Opinión

Las cartas del abuelo Pascasio

Elena Carbajales | 12 de noviembre de 2012

Un hogar común en la esquina de Belgrano y Pasco

Muy querida nieta Cristina:

Tengo que trasmitirte que dentro de la agrupación ‘Cristina da Fonsagrada’ se constituyó una Comisión Especial de Seguimiento de la intervención judicial del Centro Gallego de Buenos Aires. Como puedes comprender estamos muy preocupados sobre el futuro de la más importante entidad gallega de la Argentina. La comisión está compuesta por los presidentes y secretarios que están acá arriba y que en diferentes épocas tuvieron responsabilidades en la institución. Se reunirán todas las semanas hasta que cese la intervención comandada por Carlos La Blunda.

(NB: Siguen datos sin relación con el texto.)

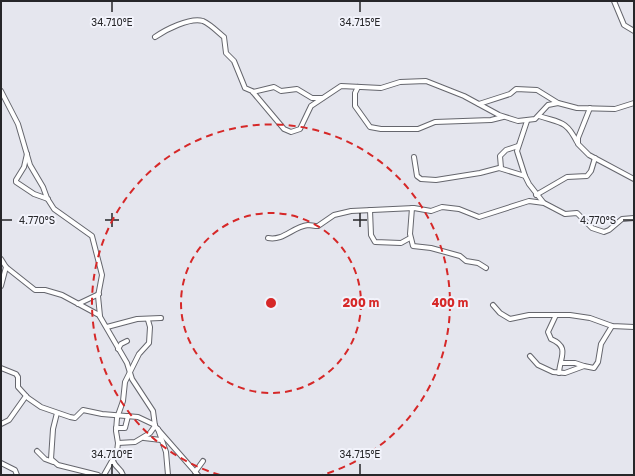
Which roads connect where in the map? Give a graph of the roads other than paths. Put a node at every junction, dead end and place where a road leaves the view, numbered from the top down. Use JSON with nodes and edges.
{"nodes":[{"id":1,"x":614,"y":1,"type":"edge"},
{"id":2,"x":634,"y":31,"type":"edge"},
{"id":3,"x":155,"y":37,"type":"dead end"},
{"id":4,"x":358,"y":87,"type":"junction"},
{"id":5,"x":1,"y":90,"type":"edge"},
{"id":6,"x":253,"y":92,"type":"junction"},
{"id":7,"x":322,"y":98,"type":"junction"},
{"id":8,"x":558,"y":103,"type":"junction"},
{"id":9,"x":634,"y":103,"type":"edge"},
{"id":10,"x":479,"y":104,"type":"junction"},
{"id":11,"x":590,"y":108,"type":"junction"},
{"id":12,"x":539,"y":116,"type":"junction"},
{"id":13,"x":506,"y":117,"type":"junction"},
{"id":14,"x":527,"y":121,"type":"junction"},
{"id":15,"x":577,"y":142,"type":"junction"},
{"id":16,"x":518,"y":146,"type":"junction"},
{"id":17,"x":27,"y":153,"type":"junction"},
{"id":18,"x":414,"y":157,"type":"dead end"},
{"id":19,"x":595,"y":158,"type":"junction"},
{"id":20,"x":501,"y":168,"type":"junction"},
{"id":21,"x":525,"y":176,"type":"junction"},
{"id":22,"x":634,"y":179,"type":"edge"},
{"id":23,"x":537,"y":195,"type":"junction"},
{"id":24,"x":48,"y":199,"type":"junction"},
{"id":25,"x":528,"y":201,"type":"junction"},
{"id":26,"x":543,"y":202,"type":"junction"},
{"id":27,"x":412,"y":208,"type":"junction"},
{"id":28,"x":370,"y":210,"type":"junction"},
{"id":29,"x":634,"y":218,"type":"edge"},
{"id":30,"x":268,"y":238,"type":"dead end"},
{"id":31,"x":410,"y":238,"type":"junction"},
{"id":32,"x":1,"y":259,"type":"edge"},
{"id":33,"x":6,"y":267,"type":"junction"},
{"id":34,"x":486,"y":268,"type":"dead end"},
{"id":35,"x":1,"y":286,"type":"edge"},
{"id":36,"x":99,"y":294,"type":"junction"},
{"id":37,"x":78,"y":304,"type":"junction"},
{"id":38,"x":493,"y":305,"type":"dead end"},
{"id":39,"x":100,"y":316,"type":"junction"},
{"id":40,"x":556,"y":316,"type":"junction"},
{"id":41,"x":161,"y":318,"type":"dead end"},
{"id":42,"x":148,"y":320,"type":"junction"},
{"id":43,"x":612,"y":326,"type":"junction"},
{"id":44,"x":107,"y":327,"type":"junction"},
{"id":45,"x":634,"y":327,"type":"edge"},
{"id":46,"x":127,"y":341,"type":"dead end"},
{"id":47,"x":118,"y":349,"type":"junction"},
{"id":48,"x":530,"y":356,"type":"dead end"},
{"id":49,"x":562,"y":363,"type":"junction"},
{"id":50,"x":584,"y":366,"type":"junction"},
{"id":51,"x":1,"y":368,"type":"edge"},
{"id":52,"x":129,"y":371,"type":"junction"},
{"id":53,"x":559,"y":373,"type":"junction"},
{"id":54,"x":26,"y":396,"type":"junction"},
{"id":55,"x":58,"y":413,"type":"junction"},
{"id":56,"x":118,"y":415,"type":"junction"},
{"id":57,"x":128,"y":416,"type":"junction"},
{"id":58,"x":1,"y":424,"type":"edge"},
{"id":59,"x":156,"y":427,"type":"junction"},
{"id":60,"x":116,"y":428,"type":"junction"},
{"id":61,"x":142,"y":438,"type":"junction"},
{"id":62,"x":161,"y":440,"type":"junction"},
{"id":63,"x":118,"y":443,"type":"junction"},
{"id":64,"x":37,"y":451,"type":"dead end"},
{"id":65,"x":113,"y":460,"type":"junction"},
{"id":66,"x":202,"y":461,"type":"dead end"},
{"id":67,"x":53,"y":462,"type":"junction"},
{"id":68,"x":1,"y":463,"type":"edge"},
{"id":69,"x":196,"y":473,"type":"edge"},
{"id":70,"x":17,"y":475,"type":"edge"},
{"id":71,"x":98,"y":475,"type":"edge"},
{"id":72,"x":104,"y":475,"type":"edge"},
{"id":73,"x":124,"y":475,"type":"edge"},
{"id":74,"x":168,"y":475,"type":"edge"}],
"edges":[{"from":1,"to":2,"type":"street"},
{"from":3,"to":6,"type":"street"},
{"from":4,"to":7,"type":"street"},
{"from":4,"to":10,"type":"street"},
{"from":4,"to":13,"type":"street"},
{"from":5,"to":17,"type":"street"},
{"from":6,"to":7,"type":"street"},
{"from":6,"to":7,"type":"street"},
{"from":8,"to":10,"type":"street"},
{"from":8,"to":11,"type":"street"},
{"from":8,"to":12,"type":"street"},
{"from":9,"to":11,"type":"street"},
{"from":10,"to":13,"type":"street"},
{"from":11,"to":15,"type":"street"},
{"from":12,"to":14,"type":"street"},
{"from":12,"to":15,"type":"street"},
{"from":13,"to":14,"type":"street"},
{"from":14,"to":16,"type":"street"},
{"from":15,"to":19,"type":"street"},
{"from":16,"to":20,"type":"street"},
{"from":16,"to":21,"type":"street"},
{"from":17,"to":24,"type":"street"},
{"from":17,"to":24,"type":"street"},
{"from":18,"to":20,"type":"street"},
{"from":19,"to":22,"type":"street"},
{"from":19,"to":23,"type":"street"},
{"from":20,"to":21,"type":"street"},
{"from":21,"to":23,"type":"street"},
{"from":23,"to":25,"type":"street"},
{"from":23,"to":26,"type":"street"},
{"from":24,"to":36,"type":"street"},
{"from":25,"to":26,"type":"street"},
{"from":25,"to":27,"type":"street"},
{"from":26,"to":29,"type":"street"},
{"from":27,"to":28,"type":"street"},
{"from":27,"to":31,"type":"street"},
{"from":28,"to":30,"type":"street"},
{"from":28,"to":31,"type":"street"},
{"from":31,"to":34,"type":"street"},
{"from":32,"to":33,"type":"street"},
{"from":33,"to":35,"type":"street"},
{"from":33,"to":37,"type":"street"},
{"from":36,"to":37,"type":"street"},
{"from":36,"to":39,"type":"street"},
{"from":37,"to":39,"type":"street"},
{"from":38,"to":40,"type":"street"},
{"from":39,"to":44,"type":"street"},
{"from":40,"to":43,"type":"street"},
{"from":40,"to":49,"type":"street"},
{"from":41,"to":42,"type":"street"},
{"from":42,"to":44,"type":"street"},
{"from":42,"to":52,"type":"street"},
{"from":43,"to":45,"type":"street"},
{"from":43,"to":50,"type":"street"},
{"from":44,"to":47,"type":"street"},
{"from":46,"to":47,"type":"street"},
{"from":47,"to":52,"type":"street"},
{"from":48,"to":53,"type":"street"},
{"from":49,"to":50,"type":"street"},
{"from":49,"to":53,"type":"street"},
{"from":50,"to":53,"type":"street"},
{"from":51,"to":54,"type":"street"},
{"from":52,"to":56,"type":"street"},
{"from":52,"to":59,"type":"street"},
{"from":54,"to":55,"type":"street"},
{"from":54,"to":58,"type":"street"},
{"from":55,"to":56,"type":"street"},
{"from":55,"to":67,"type":"street"},
{"from":56,"to":57,"type":"street"},
{"from":56,"to":60,"type":"street"},
{"from":57,"to":59,"type":"street"},
{"from":57,"to":60,"type":"street"},
{"from":59,"to":61,"type":"street"},
{"from":59,"to":62,"type":"street"},
{"from":59,"to":69,"type":"street"},
{"from":60,"to":63,"type":"street"},
{"from":61,"to":62,"type":"street"},
{"from":61,"to":63,"type":"street"},
{"from":62,"to":74,"type":"street"},
{"from":63,"to":65,"type":"street"},
{"from":64,"to":67,"type":"street"},
{"from":65,"to":72,"type":"street"},
{"from":65,"to":73,"type":"street"},
{"from":66,"to":69,"type":"street"},
{"from":67,"to":71,"type":"street"},
{"from":68,"to":70,"type":"street"}]}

Mirá, Cristina, no podemos negar que el golpe es muy duro para nosotros, honrados

albañiles que edificamos con amor un hogar común en la esquina de Belgrano y Pasco. Somos conscientes de que no es ningún capricho –los gobiernos serios no se mueven por calenturas pasajeras– pero ¡ojo! tiene que ser transitoria. La situación se fue complicando. Unas cuentas que no cierran al entrarte mil pesos y gastar dos mil. Así, vas cayendo en un pozo del que no salís sin que te suban con una cuerda. En la comisión se habló de errores y de fallos pero dejando claro que la culpabilidad se reparte entre varios actores.

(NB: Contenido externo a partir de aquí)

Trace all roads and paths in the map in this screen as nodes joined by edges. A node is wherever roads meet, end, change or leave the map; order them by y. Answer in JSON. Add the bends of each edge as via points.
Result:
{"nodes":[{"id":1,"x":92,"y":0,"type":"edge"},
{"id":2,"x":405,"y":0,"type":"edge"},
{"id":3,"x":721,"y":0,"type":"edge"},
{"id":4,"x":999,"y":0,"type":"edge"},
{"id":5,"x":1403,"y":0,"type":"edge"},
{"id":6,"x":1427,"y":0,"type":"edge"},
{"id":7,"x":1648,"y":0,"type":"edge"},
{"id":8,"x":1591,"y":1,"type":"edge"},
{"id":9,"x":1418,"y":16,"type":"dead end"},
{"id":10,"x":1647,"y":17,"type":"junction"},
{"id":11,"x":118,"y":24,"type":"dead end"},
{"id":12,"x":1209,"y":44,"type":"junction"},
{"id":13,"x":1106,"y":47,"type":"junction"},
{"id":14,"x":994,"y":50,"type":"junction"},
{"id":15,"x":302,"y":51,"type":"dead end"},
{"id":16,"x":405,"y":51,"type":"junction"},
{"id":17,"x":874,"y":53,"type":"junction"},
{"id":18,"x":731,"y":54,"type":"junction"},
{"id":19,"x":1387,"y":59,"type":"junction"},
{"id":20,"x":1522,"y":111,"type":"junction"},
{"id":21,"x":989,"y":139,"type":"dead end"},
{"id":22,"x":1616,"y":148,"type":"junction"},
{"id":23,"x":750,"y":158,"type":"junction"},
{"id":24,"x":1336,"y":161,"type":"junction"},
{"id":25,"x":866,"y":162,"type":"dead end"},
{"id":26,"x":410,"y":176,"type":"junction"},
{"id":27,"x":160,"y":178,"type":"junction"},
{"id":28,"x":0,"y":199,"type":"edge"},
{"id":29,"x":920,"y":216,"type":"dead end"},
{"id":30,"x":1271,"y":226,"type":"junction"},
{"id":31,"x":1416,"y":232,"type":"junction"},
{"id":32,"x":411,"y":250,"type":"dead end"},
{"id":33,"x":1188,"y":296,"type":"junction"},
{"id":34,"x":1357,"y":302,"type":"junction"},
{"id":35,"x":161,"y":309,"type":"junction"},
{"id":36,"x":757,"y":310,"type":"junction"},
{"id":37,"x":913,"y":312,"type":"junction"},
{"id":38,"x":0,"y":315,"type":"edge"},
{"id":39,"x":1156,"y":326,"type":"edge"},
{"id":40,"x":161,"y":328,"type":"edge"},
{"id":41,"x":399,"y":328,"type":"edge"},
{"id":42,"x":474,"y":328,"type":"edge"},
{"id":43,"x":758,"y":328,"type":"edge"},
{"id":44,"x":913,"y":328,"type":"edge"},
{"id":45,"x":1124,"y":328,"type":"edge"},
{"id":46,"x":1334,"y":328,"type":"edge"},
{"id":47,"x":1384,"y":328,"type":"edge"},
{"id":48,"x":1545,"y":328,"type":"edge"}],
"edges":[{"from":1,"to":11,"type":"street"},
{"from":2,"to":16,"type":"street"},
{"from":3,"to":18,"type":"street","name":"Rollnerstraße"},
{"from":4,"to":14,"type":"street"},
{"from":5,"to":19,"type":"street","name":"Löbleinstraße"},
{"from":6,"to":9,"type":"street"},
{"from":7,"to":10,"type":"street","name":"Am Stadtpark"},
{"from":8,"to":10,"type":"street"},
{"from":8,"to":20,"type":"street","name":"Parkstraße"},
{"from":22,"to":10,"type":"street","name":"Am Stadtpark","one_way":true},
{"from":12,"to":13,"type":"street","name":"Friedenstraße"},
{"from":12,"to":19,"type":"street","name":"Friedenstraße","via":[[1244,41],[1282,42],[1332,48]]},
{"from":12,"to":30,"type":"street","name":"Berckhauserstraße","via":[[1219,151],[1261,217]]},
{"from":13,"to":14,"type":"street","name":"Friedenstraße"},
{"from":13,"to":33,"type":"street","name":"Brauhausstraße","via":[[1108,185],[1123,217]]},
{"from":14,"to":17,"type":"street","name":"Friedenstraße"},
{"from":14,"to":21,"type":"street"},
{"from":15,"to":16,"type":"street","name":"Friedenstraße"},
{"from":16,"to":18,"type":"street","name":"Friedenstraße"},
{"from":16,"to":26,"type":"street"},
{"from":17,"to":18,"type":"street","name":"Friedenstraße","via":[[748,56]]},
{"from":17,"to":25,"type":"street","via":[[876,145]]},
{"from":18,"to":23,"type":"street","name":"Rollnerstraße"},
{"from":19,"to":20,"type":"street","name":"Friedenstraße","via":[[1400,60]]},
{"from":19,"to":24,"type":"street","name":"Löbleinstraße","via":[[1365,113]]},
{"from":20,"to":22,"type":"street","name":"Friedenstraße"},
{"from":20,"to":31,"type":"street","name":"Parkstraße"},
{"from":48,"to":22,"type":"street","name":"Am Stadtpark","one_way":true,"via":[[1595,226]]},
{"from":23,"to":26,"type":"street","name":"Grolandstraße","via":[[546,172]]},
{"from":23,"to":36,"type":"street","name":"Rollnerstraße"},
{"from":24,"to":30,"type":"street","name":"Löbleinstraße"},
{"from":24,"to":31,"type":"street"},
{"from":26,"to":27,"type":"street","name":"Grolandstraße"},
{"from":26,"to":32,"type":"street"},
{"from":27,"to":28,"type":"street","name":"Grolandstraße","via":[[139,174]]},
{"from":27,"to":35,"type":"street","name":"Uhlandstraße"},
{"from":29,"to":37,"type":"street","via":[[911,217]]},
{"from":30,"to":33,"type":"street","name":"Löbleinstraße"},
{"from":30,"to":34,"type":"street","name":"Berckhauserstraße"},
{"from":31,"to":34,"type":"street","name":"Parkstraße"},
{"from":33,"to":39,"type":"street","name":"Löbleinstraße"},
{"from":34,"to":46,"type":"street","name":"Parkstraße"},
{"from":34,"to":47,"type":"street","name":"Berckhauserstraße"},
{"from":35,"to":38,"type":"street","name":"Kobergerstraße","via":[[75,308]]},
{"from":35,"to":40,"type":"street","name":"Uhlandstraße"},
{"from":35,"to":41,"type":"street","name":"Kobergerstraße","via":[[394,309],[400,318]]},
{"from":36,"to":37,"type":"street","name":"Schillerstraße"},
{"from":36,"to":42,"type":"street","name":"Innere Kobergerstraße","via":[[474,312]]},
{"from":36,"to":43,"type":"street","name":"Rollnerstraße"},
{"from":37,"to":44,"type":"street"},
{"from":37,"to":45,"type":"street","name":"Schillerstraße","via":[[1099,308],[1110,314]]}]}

Lo que mis compañeros pusieron sobre la mesa en la reunión es que los problemas no

empezaron ayer con la gestión de Carlos Alberto Vello. Analizaron sucesivas etapas hasta llegar al factor que inoculó el virus que nos llevó a ser intervenidos. Me sorprendió que fuese Sánchez Millares el que pusiese el dedo en la llaga –lo digo porque era amigo personal del presidente Fraga– al manifestar con total convicción que la cosa se torció en el mismo momento en que se acepta la primer ayuda de la Xunta de Galicia.

El amigo Eduardo desarrolló el siguiente pensamiento que te reduzco y traduzco:

“Nosotros vinimos a la Argentina para mejorar a nivel personal y para ayudar a nuestras familias que quedaban en la aldea. Los emigrantes estamos programados para luchar y dar apoyo. Cuando don Manuel con toda la buena intención del mundo aprueba una ayuda para el Centro Gallego es, ahí mismo, cuando empezó nuestra crisis. Nos quedamos tranquilos con la guita que venía de nuestra tierra y nos dormimos en los laureles”.

Bueno, querida nieta, a lo mejor te parece que los gallegos divagamos. Te digo que tiene mucho sentido lo que expresó Eduardo. Se trata de utilizar mal o no valorar lo que te cae de arriba. La guita de la Xunta tenía la finalidad de subvencionar la atención médica de los socios nacidos en Galicia. Muy bien pensado; así se aliviaban los gastos generales. Pero la plata fue para bancar a un grupo de enchufados que no cumplían labor alguno dentro de un invento llamado Fundación Galicia Salud. El destino principal de lo que venía de Galicia iba para pagar buenos salarios de empleados administrativos que no eran necesarios y que no mejoraban el servicio de asistencia sanitaria.

Se crea en nuestra vieja institución una casta de privilegiados bancados desde Galicia. Los sucesivos cambios en la Xunta repercutieron en la Fundación al tener que irse los ‘ñoquis’ que perdieron las elecciones. Estarás sorprendida, Cristina, al enterarte de los tejes y manejes en el Centro Gallego. Nos fuimos hundiendo sin aprovechar para una racionalización de los servicios, renovación tecnológica y becas de formación. Ahora, todo son lamentos. Todos lo venían venir pero nadie hizo nada. No es justo echarle la culpa a La Blunda; en todo caso, es un mal necesario para que nuestro querido centro se recupere después de la tormenta. Te aviso que seguirás informada porque una carta es insuficiente para resumir más de un siglo de trayectoria.

Recibí un fuerte abrazo del abuelo que no te olvida.